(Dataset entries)
──────────
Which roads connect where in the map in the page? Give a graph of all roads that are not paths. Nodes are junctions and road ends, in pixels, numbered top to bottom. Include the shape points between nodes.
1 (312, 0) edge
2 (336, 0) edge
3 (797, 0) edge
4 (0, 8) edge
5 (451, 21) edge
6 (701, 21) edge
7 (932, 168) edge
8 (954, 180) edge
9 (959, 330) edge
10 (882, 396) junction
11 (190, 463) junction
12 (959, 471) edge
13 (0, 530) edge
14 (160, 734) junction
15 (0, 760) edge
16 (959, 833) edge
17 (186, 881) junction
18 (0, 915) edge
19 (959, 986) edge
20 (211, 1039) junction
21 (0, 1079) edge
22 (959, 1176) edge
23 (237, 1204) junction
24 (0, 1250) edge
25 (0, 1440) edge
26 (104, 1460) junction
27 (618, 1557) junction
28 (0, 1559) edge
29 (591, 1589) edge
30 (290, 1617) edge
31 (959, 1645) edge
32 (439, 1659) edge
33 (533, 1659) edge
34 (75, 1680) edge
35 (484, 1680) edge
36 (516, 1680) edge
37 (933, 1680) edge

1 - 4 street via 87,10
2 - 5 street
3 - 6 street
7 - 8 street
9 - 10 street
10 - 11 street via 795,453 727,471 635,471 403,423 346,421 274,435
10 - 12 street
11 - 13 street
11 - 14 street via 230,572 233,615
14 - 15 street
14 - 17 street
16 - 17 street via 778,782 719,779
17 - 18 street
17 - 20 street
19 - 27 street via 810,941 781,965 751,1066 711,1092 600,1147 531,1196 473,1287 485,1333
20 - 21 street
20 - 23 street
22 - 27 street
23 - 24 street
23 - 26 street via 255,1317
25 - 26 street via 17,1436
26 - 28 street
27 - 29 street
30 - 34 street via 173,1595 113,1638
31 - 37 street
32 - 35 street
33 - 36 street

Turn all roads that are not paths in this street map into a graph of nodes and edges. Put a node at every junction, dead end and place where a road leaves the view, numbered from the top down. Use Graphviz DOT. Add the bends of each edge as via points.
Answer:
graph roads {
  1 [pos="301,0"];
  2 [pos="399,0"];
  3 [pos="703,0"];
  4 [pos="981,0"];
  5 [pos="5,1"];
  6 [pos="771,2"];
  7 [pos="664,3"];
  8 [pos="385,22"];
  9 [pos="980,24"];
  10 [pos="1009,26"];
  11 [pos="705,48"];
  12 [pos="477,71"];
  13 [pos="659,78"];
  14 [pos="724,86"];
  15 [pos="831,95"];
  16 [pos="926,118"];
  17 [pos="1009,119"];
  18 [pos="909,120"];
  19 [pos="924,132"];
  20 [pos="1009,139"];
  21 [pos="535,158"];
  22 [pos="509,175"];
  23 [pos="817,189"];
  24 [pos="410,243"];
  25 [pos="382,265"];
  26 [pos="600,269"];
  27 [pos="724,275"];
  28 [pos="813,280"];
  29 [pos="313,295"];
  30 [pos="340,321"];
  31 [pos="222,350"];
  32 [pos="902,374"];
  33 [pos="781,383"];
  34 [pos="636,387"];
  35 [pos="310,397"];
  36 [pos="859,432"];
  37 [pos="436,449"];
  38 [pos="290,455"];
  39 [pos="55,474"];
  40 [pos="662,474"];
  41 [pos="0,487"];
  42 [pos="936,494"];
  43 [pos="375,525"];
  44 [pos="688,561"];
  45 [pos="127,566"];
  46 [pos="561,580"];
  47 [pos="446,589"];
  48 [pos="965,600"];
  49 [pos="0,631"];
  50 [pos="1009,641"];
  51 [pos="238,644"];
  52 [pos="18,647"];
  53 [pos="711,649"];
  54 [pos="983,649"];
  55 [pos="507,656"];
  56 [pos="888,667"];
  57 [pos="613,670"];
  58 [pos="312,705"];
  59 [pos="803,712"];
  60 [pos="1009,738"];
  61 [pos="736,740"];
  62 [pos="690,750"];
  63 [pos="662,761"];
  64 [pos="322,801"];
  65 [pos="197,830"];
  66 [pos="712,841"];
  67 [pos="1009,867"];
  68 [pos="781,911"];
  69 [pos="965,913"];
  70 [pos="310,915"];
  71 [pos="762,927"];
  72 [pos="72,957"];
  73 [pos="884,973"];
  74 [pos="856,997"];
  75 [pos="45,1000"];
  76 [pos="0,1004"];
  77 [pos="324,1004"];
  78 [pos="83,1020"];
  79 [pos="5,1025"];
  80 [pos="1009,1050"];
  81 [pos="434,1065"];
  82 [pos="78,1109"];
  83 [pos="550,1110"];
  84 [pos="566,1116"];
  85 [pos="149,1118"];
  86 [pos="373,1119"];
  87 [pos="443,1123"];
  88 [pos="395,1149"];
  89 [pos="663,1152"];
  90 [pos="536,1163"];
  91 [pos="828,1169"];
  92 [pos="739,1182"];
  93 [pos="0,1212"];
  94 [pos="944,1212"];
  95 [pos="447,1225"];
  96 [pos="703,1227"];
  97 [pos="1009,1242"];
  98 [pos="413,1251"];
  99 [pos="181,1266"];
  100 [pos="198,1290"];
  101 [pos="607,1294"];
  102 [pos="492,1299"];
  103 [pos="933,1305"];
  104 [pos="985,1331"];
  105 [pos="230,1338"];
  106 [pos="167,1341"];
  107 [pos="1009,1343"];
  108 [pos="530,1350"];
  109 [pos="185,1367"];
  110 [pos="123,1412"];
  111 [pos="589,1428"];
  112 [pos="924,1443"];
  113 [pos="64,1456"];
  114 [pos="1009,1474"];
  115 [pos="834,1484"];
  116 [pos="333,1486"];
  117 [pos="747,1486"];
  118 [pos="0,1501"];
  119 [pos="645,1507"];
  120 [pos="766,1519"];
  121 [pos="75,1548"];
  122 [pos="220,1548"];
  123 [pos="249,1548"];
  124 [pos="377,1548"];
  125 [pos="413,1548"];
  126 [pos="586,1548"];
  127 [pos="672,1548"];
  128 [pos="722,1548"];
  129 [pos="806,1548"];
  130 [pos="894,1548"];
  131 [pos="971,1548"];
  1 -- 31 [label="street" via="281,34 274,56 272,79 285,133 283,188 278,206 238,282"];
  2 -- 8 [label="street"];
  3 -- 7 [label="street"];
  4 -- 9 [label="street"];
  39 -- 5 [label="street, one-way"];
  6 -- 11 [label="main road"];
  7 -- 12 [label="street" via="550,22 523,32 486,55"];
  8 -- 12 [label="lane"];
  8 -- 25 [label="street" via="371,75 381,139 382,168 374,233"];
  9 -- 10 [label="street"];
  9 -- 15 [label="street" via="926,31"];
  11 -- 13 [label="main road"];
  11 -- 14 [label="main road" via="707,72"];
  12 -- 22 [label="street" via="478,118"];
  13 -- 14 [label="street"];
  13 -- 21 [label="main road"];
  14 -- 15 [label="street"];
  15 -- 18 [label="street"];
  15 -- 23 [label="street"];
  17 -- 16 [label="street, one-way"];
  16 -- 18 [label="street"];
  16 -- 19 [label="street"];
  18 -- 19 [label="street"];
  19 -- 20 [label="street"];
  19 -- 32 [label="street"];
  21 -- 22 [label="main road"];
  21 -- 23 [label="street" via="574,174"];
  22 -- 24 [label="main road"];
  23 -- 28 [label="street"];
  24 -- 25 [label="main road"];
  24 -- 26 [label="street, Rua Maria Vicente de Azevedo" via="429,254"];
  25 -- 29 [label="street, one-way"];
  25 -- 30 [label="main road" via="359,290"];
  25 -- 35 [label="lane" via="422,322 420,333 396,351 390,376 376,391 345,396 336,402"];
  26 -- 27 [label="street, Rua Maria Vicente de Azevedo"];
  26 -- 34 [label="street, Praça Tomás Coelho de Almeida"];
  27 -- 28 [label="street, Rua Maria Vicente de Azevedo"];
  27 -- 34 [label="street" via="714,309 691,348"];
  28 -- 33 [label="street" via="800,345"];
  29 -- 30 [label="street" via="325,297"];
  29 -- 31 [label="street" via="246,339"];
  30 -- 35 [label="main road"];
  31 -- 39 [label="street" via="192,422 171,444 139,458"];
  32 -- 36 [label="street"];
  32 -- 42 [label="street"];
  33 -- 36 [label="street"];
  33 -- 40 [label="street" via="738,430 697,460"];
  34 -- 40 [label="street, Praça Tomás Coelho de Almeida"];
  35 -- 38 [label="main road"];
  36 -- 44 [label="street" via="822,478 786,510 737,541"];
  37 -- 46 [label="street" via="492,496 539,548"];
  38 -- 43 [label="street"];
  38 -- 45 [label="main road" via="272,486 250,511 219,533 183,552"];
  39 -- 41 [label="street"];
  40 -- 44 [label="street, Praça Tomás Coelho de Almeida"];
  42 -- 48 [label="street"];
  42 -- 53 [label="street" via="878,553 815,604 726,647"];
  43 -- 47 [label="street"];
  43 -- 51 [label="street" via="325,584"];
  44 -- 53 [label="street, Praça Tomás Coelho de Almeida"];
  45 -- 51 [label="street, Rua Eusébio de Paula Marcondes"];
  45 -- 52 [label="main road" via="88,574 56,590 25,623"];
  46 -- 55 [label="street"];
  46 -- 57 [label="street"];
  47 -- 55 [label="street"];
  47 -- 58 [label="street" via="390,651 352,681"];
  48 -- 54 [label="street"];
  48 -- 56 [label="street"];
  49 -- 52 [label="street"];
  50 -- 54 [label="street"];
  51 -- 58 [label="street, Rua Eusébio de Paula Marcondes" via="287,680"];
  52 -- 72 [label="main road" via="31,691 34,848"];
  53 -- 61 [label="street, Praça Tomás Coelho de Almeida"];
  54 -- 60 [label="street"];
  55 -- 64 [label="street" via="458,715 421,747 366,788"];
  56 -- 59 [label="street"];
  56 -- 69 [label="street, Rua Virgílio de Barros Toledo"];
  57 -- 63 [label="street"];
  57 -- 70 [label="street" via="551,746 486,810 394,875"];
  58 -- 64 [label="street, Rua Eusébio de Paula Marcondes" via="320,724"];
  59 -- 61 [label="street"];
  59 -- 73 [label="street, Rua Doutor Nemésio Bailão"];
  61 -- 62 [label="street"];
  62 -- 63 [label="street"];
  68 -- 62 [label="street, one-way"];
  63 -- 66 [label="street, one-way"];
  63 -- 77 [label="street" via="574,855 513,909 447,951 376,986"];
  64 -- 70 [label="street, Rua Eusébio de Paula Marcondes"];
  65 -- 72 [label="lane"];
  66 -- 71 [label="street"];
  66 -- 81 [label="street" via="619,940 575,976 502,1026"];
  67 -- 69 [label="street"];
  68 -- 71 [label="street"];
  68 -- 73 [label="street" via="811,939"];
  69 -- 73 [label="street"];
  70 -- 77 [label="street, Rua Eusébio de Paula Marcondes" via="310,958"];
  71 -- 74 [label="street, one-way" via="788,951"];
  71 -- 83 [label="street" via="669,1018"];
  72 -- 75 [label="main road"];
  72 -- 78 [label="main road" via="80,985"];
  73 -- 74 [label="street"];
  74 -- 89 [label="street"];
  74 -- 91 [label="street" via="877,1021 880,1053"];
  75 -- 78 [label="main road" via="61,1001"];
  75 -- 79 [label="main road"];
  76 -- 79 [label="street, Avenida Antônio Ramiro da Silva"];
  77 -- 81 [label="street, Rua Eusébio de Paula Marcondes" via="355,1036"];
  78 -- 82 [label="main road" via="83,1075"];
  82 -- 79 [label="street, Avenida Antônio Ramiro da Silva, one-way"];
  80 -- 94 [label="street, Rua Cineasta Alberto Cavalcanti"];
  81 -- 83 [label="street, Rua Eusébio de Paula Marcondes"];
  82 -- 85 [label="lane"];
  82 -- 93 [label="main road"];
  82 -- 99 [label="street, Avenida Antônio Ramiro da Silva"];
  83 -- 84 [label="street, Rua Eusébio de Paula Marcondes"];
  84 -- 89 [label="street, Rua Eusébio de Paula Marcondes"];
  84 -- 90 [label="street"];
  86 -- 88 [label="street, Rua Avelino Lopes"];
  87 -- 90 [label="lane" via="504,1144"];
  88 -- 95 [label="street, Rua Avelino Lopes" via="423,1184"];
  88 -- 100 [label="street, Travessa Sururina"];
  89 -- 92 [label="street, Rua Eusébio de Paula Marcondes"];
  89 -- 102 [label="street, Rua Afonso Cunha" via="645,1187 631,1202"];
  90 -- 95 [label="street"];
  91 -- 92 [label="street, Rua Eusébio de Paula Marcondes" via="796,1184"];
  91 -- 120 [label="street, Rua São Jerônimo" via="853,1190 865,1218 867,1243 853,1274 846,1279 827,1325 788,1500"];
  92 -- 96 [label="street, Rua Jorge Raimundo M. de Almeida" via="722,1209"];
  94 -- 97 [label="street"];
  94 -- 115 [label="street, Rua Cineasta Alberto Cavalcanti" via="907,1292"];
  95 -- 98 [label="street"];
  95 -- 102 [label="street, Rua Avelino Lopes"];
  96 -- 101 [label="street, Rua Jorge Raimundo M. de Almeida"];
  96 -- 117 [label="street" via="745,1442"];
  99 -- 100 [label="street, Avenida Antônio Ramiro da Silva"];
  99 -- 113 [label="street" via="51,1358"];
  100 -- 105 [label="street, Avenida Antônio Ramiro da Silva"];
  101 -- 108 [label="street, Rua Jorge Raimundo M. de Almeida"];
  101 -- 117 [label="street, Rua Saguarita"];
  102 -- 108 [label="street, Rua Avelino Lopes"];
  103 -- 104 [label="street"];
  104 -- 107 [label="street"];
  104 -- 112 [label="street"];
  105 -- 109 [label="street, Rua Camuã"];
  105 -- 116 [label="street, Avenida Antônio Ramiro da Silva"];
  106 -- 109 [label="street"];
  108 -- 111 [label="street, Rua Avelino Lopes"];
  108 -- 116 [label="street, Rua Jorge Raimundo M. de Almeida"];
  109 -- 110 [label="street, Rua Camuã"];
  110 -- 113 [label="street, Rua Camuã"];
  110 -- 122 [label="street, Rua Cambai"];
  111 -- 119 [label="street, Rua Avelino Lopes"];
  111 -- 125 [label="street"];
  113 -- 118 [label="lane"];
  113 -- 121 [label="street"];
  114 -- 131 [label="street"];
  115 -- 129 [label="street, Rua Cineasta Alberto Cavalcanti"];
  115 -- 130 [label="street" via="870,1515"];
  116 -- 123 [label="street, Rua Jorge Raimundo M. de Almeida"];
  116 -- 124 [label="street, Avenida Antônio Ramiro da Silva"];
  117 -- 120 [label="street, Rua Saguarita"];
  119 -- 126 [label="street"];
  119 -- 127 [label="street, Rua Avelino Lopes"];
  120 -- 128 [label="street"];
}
──────────
Every line above that holds "paths" should be copied out.

EXERCISE RESULT
Which roads connect where in the map in the page? Give a graph of all roads that are not paths. Nodes are junctions and road ends, in pixels, numbered top to bottom. Include the shape points between nodes.
Turn all roads that are not paths in this street map into a graph of nodes and edges. Put a node at every junction, dead end and place where a road leaves the view, numbered from the top down. Use Graphviz DOT. Add the bends of each edge as via points.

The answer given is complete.